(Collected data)
--*--

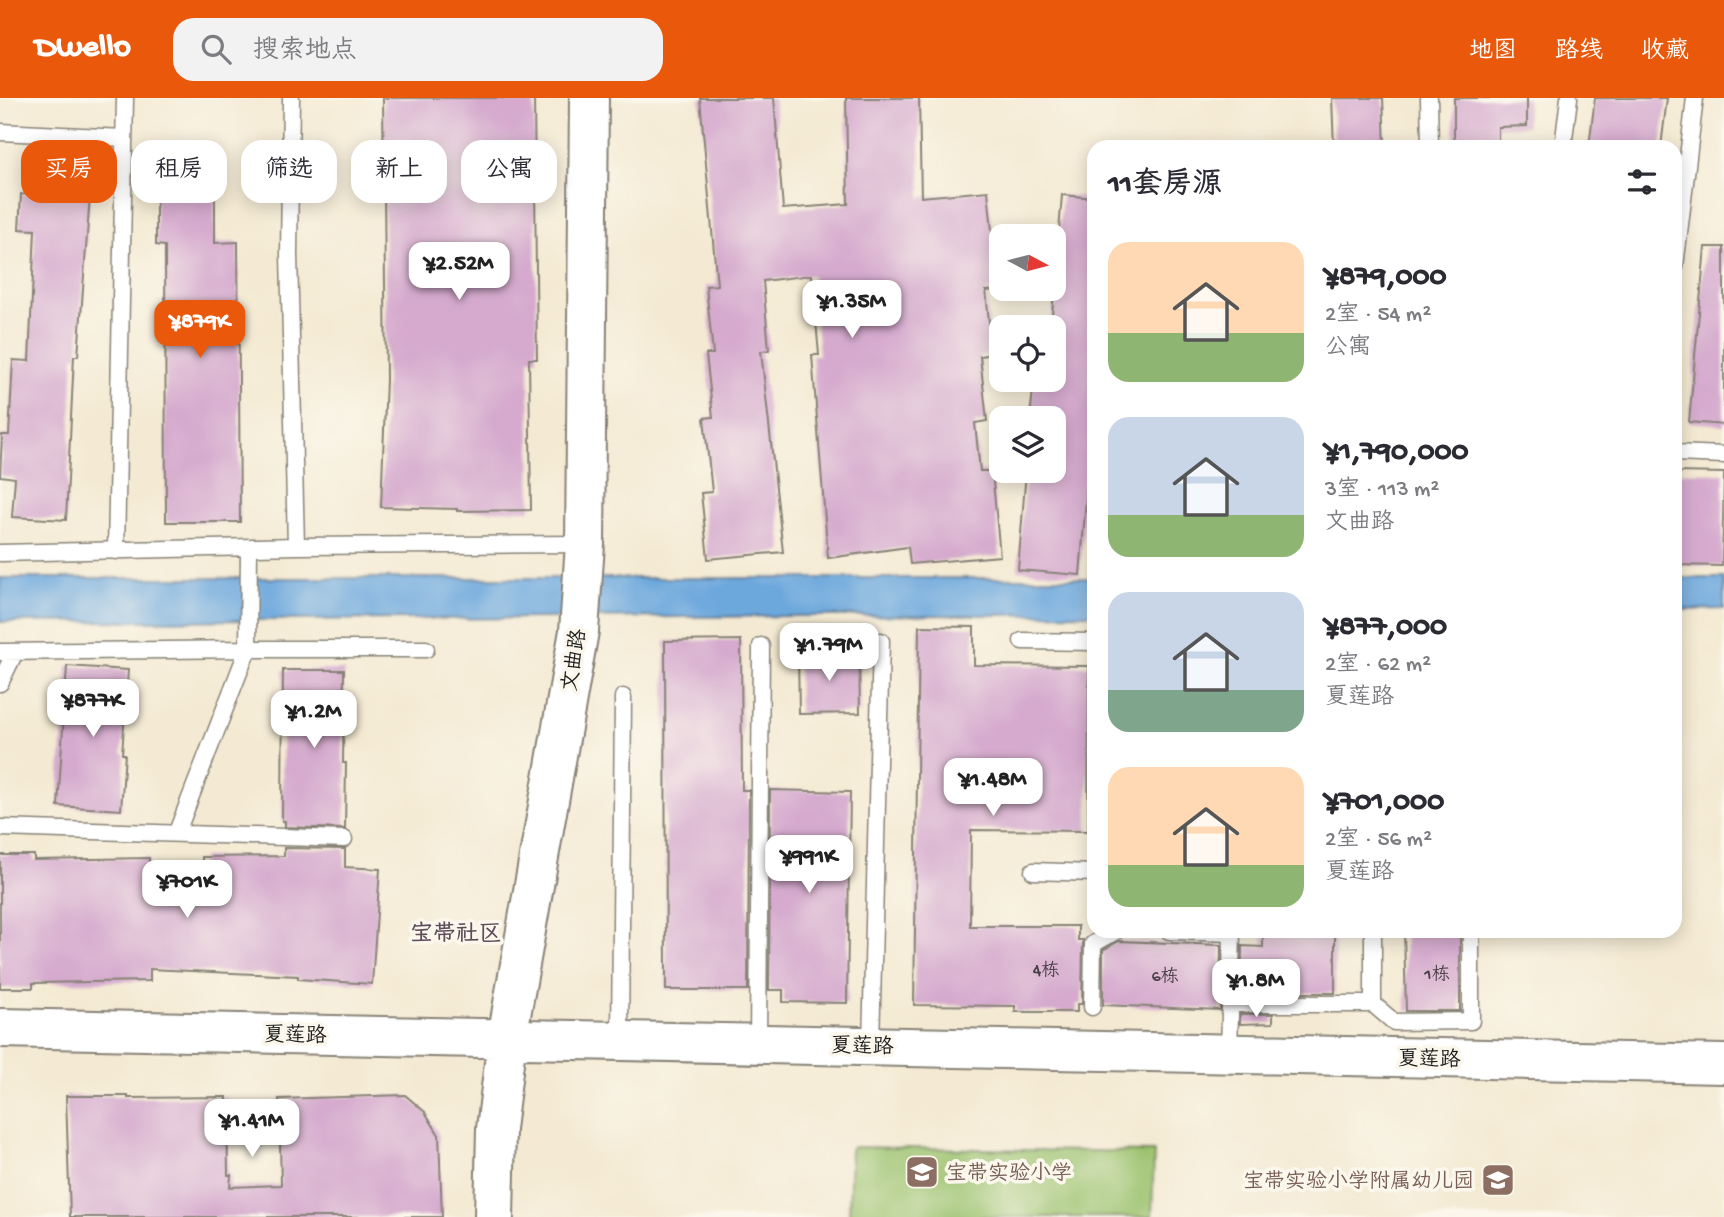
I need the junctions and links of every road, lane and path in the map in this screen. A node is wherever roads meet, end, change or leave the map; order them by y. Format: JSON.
{"nodes":[{"id":1,"x":125,"y":98,"type":"edge"},
{"id":2,"x":291,"y":98,"type":"edge"},
{"id":3,"x":589,"y":98,"type":"edge"},
{"id":4,"x":1429,"y":98,"type":"edge"},
{"id":5,"x":1569,"y":98,"type":"edge"},
{"id":6,"x":1695,"y":98,"type":"edge"},
{"id":7,"x":0,"y":132,"type":"edge"},
{"id":8,"x":124,"y":138,"type":"junction"},
{"id":9,"x":1430,"y":140,"type":"edge"},
{"id":10,"x":1564,"y":140,"type":"edge"},
{"id":11,"x":1682,"y":208,"type":"edge"},
{"id":12,"x":1682,"y":453,"type":"edge"},
{"id":13,"x":1724,"y":455,"type":"edge"},
{"id":14,"x":296,"y":546,"type":"junction"},
{"id":15,"x":249,"y":548,"type":"junction"},
{"id":16,"x":116,"y":551,"type":"junction"},
{"id":17,"x":0,"y":553,"type":"edge"},
{"id":18,"x":585,"y":554,"type":"junction"},
{"id":19,"x":881,"y":641,"type":"dead end"},
{"id":20,"x":1022,"y":641,"type":"dead end"},
{"id":21,"x":1087,"y":642,"type":"edge"},
{"id":22,"x":761,"y":646,"type":"dead end"},
{"id":23,"x":248,"y":649,"type":"junction"},
{"id":24,"x":426,"y":649,"type":"dead end"},
{"id":25,"x":8,"y":652,"type":"edge"},
{"id":26,"x":0,"y":683,"type":"edge"},
{"id":27,"x":623,"y":697,"type":"dead end"},
{"id":28,"x":0,"y":828,"type":"edge"},
{"id":29,"x":177,"y":832,"type":"junction"},
{"id":30,"x":344,"y":839,"type":"dead end"},
{"id":31,"x":1033,"y":872,"type":"dead end"},
{"id":32,"x":1087,"y":873,"type":"edge"},
{"id":33,"x":1104,"y":938,"type":"edge"},
{"id":34,"x":1232,"y":938,"type":"edge"},
{"id":35,"x":1373,"y":938,"type":"edge"},
{"id":36,"x":1471,"y":938,"type":"edge"},
{"id":37,"x":1230,"y":1004,"type":"junction"},
{"id":38,"x":1373,"y":1004,"type":"junction"},
{"id":39,"x":1092,"y":1007,"type":"dead end"},
{"id":40,"x":0,"y":1028,"type":"edge"},
{"id":41,"x":508,"y":1038,"type":"junction"},
{"id":42,"x":620,"y":1040,"type":"junction"},
{"id":43,"x":758,"y":1043,"type":"junction"},
{"id":44,"x":871,"y":1045,"type":"junction"},
{"id":45,"x":1229,"y":1054,"type":"junction"},
{"id":46,"x":1724,"y":1064,"type":"edge"},
{"id":47,"x":494,"y":1217,"type":"edge"}],
"edges":[{"from":1,"to":8,"type":"lane"},
{"from":2,"to":14,"type":"lane"},
{"from":3,"to":18,"type":"street","name":"文曲路"},
{"from":4,"to":9,"type":"lane"},
{"from":5,"to":10,"type":"lane"},
{"from":6,"to":11,"type":"lane"},
{"from":7,"to":8,"type":"lane"},
{"from":8,"to":16,"type":"lane"},
{"from":12,"to":13,"type":"lane"},
{"from":14,"to":15,"type":"lane"},
{"from":14,"to":18,"type":"lane"},
{"from":15,"to":16,"type":"lane"},
{"from":15,"to":23,"type":"lane"},
{"from":16,"to":17,"type":"lane"},
{"from":18,"to":41,"type":"street","name":"文曲路"},
{"from":19,"to":44,"type":"lane"},
{"from":20,"to":21,"type":"lane"},
{"from":22,"to":43,"type":"lane"},
{"from":23,"to":24,"type":"lane"},
{"from":23,"to":25,"type":"lane"},
{"from":23,"to":29,"type":"lane"},
{"from":25,"to":26,"type":"lane"},
{"from":27,"to":42,"type":"lane"},
{"from":28,"to":29,"type":"lane"},
{"from":29,"to":30,"type":"lane"},
{"from":31,"to":32,"type":"lane"},
{"from":33,"to":39,"type":"lane"},
{"from":34,"to":37,"type":"lane"},
{"from":35,"to":38,"type":"lane"},
{"from":36,"to":38,"type":"lane"},
{"from":37,"to":38,"type":"lane"},
{"from":37,"to":45,"type":"lane"},
{"from":40,"to":41,"type":"street","name":"夏莲路"},
{"from":41,"to":42,"type":"street","name":"夏莲路"},
{"from":41,"to":47,"type":"street","name":"文曲路"},
{"from":42,"to":43,"type":"street","name":"夏莲路"},
{"from":43,"to":44,"type":"street","name":"夏莲路"},
{"from":44,"to":45,"type":"street","name":"夏莲路"},
{"from":45,"to":46,"type":"street","name":"夏莲路"}]}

--*--

• **PROBLEM**: How many lines of the records contain "street"? Answer with the number only.

• **THE ANSWER**: 9